Updated: February 28, 2008, 1:50 PM ET
Associated Press

FORT LAUDERDALE, Fla. -- Players' union leader Donald Fehr would consider approving blood testing for human growth hormone if there were a valid, efficient procedure for determining its use over an extended period.

Under baseball's collective bargaining agreement, urine tests for performance-enhancing substances are administered, although HGH cannot be detected in current urine tests. The World Anti-Doping Agency says a blood test for HGH will be used at the Beijing Olympics, but no validated blood test for HGH currently is commercially available.

"If and when a blood test is available and it can be signed and validated by people other than those that are trying to sell it to you, then we'd have to take a hard look at it," Fehr said Thursday. "We'd have to see what it is and try to make a judgment as to whether it is fair and appropriate."

Such a test would have to be agreed upon in discussions between owners and the union.
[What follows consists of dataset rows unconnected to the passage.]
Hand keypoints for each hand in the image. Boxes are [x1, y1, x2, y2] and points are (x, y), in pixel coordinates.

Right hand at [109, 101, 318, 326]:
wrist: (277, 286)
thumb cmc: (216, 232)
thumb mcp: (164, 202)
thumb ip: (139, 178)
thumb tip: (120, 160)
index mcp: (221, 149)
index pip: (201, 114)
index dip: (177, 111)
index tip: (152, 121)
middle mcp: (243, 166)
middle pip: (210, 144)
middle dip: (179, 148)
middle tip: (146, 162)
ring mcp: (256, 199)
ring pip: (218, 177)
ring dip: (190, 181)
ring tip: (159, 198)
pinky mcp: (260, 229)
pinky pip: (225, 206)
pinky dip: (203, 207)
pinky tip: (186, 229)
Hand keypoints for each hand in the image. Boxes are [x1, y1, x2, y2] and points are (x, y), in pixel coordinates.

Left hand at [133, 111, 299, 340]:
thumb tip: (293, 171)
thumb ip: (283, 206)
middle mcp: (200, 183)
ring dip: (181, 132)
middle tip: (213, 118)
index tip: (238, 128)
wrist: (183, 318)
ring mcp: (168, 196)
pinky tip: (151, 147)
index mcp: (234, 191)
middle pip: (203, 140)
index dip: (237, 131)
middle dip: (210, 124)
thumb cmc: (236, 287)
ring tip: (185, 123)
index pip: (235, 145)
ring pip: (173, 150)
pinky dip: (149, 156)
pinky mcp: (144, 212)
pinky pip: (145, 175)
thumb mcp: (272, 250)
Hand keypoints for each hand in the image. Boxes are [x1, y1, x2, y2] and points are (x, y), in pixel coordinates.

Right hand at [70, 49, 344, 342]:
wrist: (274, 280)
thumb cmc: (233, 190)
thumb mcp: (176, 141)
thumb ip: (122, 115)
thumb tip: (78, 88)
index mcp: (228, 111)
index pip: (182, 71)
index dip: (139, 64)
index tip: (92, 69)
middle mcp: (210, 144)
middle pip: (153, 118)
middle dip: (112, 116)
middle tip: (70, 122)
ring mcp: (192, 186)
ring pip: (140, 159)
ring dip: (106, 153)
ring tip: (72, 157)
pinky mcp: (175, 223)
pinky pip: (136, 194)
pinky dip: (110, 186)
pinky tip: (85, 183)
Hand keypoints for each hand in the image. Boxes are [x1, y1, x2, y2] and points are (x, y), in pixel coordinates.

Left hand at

New York Yankees shortstop Derek Jeter said this month he "wouldn't mind" a blood test for HGH, and several of his teammates echoed that stance.
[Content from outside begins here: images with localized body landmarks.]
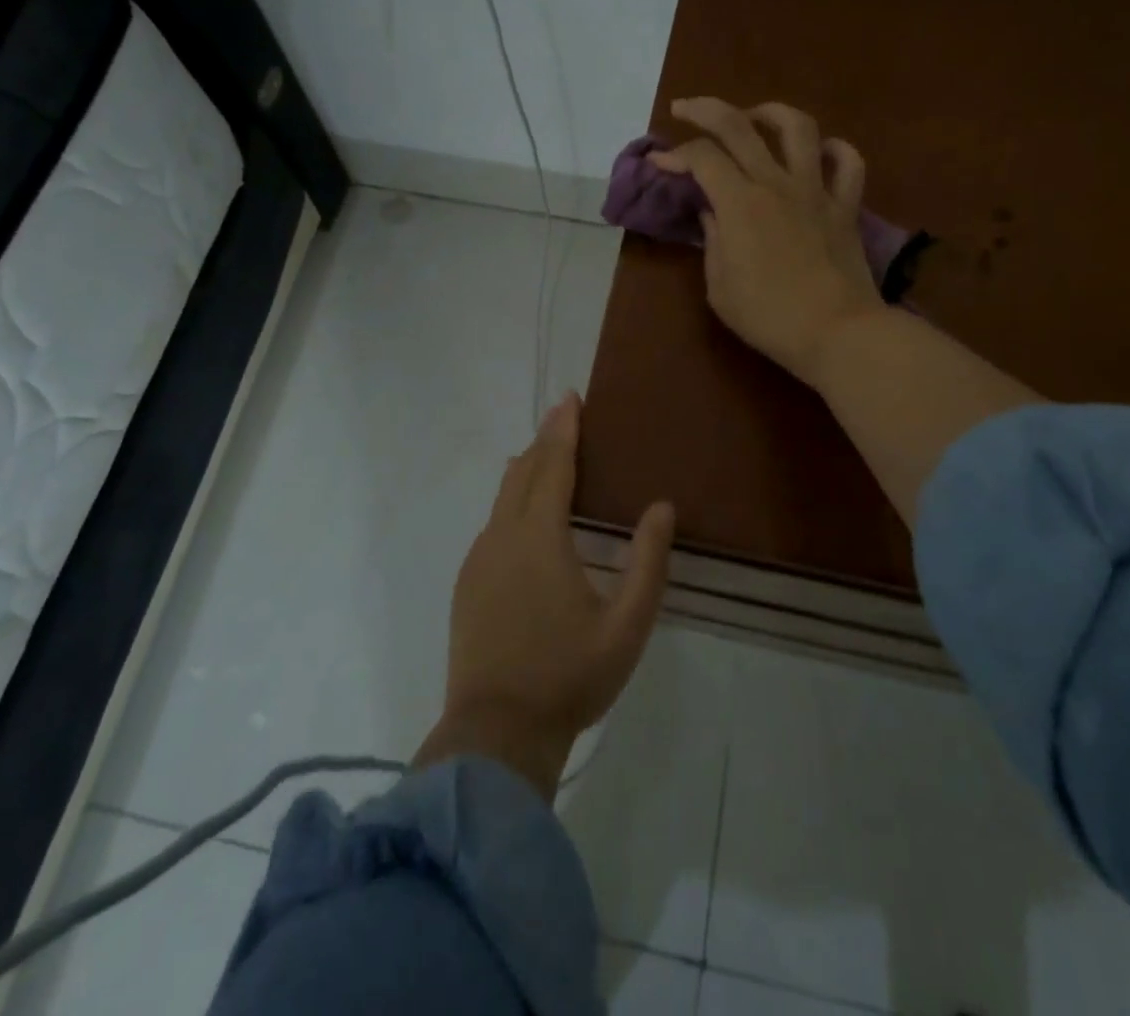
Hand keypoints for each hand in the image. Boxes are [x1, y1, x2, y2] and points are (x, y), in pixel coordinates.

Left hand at [414, 393, 675, 799]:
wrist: (496, 731)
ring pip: (503, 497)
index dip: (563, 429)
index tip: (570, 398)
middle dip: (544, 440)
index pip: (552, 465)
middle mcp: (502, 535)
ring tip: (549, 458)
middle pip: (522, 471)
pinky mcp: (468, 583)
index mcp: (539, 537)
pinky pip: (493, 524)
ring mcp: (479, 559)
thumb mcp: (627, 625)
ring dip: (527, 470)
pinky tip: (527, 517)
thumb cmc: (569, 676)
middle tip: (565, 417)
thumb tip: (662, 508)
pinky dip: (513, 502)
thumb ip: (648, 563)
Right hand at [653, 98, 886, 386]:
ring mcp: (816, 191)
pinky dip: (835, 150)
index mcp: (739, 203)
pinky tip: (820, 151)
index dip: (674, 155)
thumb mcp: (720, 287)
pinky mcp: (846, 206)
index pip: (701, 158)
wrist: (837, 332)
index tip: (659, 165)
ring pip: (798, 128)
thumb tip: (712, 212)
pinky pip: (848, 164)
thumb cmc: (769, 317)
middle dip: (705, 109)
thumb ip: (713, 241)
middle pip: (739, 126)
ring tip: (755, 117)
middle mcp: (776, 184)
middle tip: (685, 108)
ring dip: (771, 113)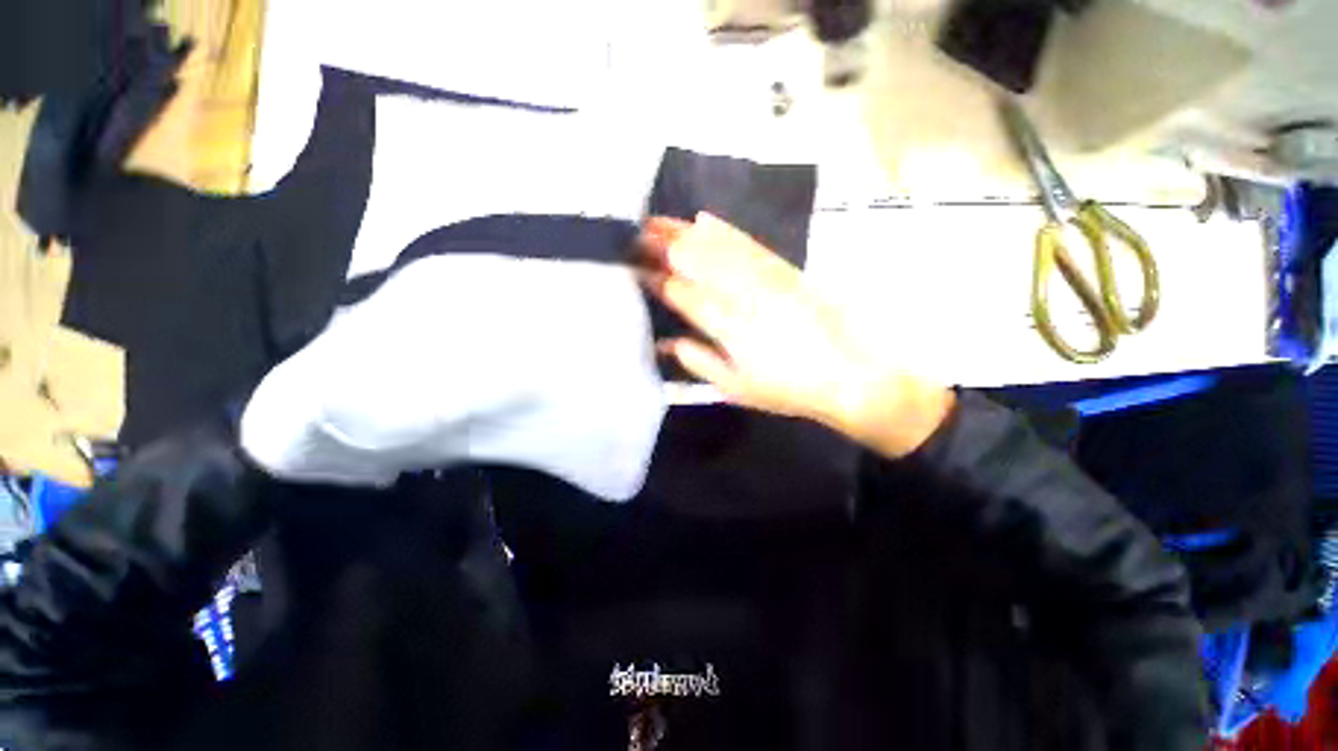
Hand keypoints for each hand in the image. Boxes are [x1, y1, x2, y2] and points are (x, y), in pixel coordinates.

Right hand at [637, 213, 954, 457]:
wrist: (847, 375)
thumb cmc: (786, 388)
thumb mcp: (736, 388)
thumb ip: (698, 362)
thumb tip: (667, 342)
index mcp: (727, 327)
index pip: (682, 294)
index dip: (656, 279)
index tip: (634, 268)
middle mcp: (741, 295)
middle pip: (696, 262)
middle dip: (662, 245)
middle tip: (635, 233)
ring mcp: (764, 278)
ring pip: (718, 247)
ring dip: (684, 232)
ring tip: (658, 220)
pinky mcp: (784, 269)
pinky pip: (748, 243)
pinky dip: (723, 229)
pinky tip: (704, 218)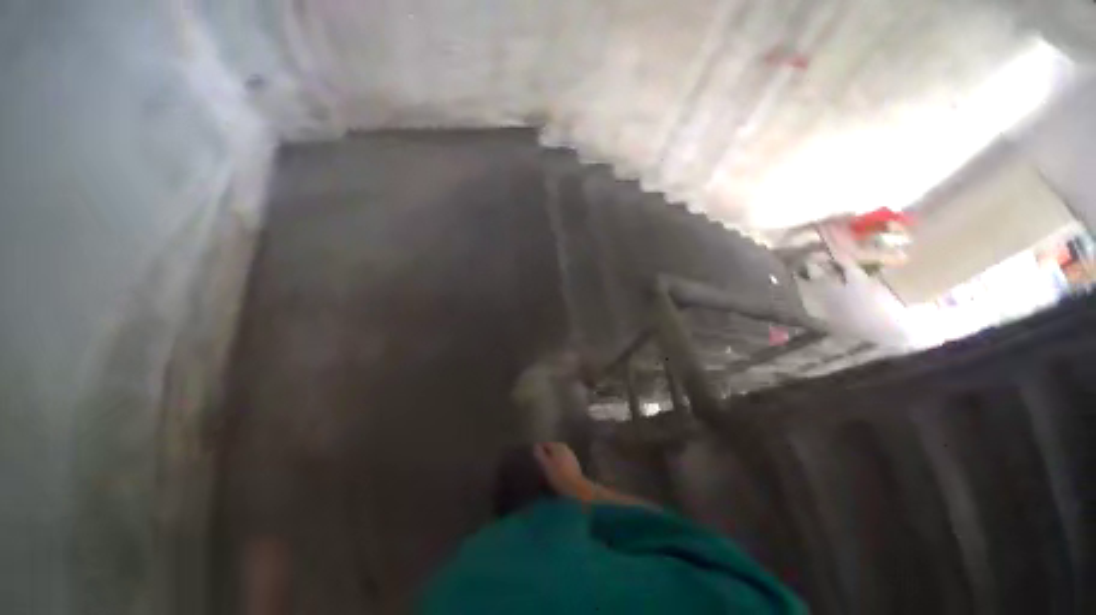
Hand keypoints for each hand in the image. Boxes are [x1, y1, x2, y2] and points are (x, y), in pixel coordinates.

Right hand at [533, 442, 592, 500]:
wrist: (576, 488)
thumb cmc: (558, 475)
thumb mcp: (545, 464)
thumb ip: (539, 454)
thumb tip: (535, 446)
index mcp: (558, 445)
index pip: (544, 444)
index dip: (538, 451)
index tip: (532, 459)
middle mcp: (565, 448)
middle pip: (552, 450)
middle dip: (545, 456)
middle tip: (538, 466)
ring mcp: (571, 456)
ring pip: (558, 457)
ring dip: (552, 462)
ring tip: (546, 472)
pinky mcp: (575, 466)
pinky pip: (563, 463)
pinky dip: (558, 467)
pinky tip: (556, 475)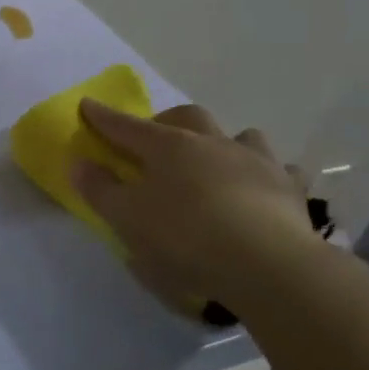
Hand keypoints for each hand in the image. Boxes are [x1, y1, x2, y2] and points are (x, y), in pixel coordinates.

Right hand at [71, 101, 327, 318]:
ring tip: (216, 161)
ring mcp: (256, 161)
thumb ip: (100, 190)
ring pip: (240, 136)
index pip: (127, 127)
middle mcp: (213, 143)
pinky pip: (280, 171)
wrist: (266, 264)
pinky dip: (267, 175)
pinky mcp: (289, 188)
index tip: (87, 105)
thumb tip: (79, 162)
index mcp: (169, 148)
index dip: (104, 118)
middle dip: (166, 122)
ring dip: (223, 142)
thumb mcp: (128, 219)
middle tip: (155, 139)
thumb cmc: (185, 238)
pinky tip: (263, 190)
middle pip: (187, 118)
"I haven't talked to Derek about it, but my guess is if something is there, it works and it wouldn't be too bothersome, I'd think about it," Fehr said. "I guess a lot of people would. But that depends on what it is and how it's done."
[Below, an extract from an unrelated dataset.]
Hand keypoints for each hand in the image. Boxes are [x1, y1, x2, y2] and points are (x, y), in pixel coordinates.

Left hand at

Fehr made the comments after meeting with the Baltimore Orioles, his first step in a planned journey to discuss union issues with all 30 major league teams. Twenty-four hours earlier, Fehr was in Washington in front of a House subcommittee that is seeking to legislate drug-testing policies for U.S. professional sports leagues.

"It was a straightforward hearing. They had some things they wanted to ask," Fehr said.

Asked to assess the public's perception of the sport in the wake of accusations that superstars Barry Bonds and Roger Clemens used performance-enhancing drugs, Fehr said, "If one of our friends does something terrible, we don't assume that the rest of our friends are going to do that. Having said that, we have some fundamental principles in this country, and one of those is innocent until proven guilty. We've got to remember that, and we've got to pay attention to that."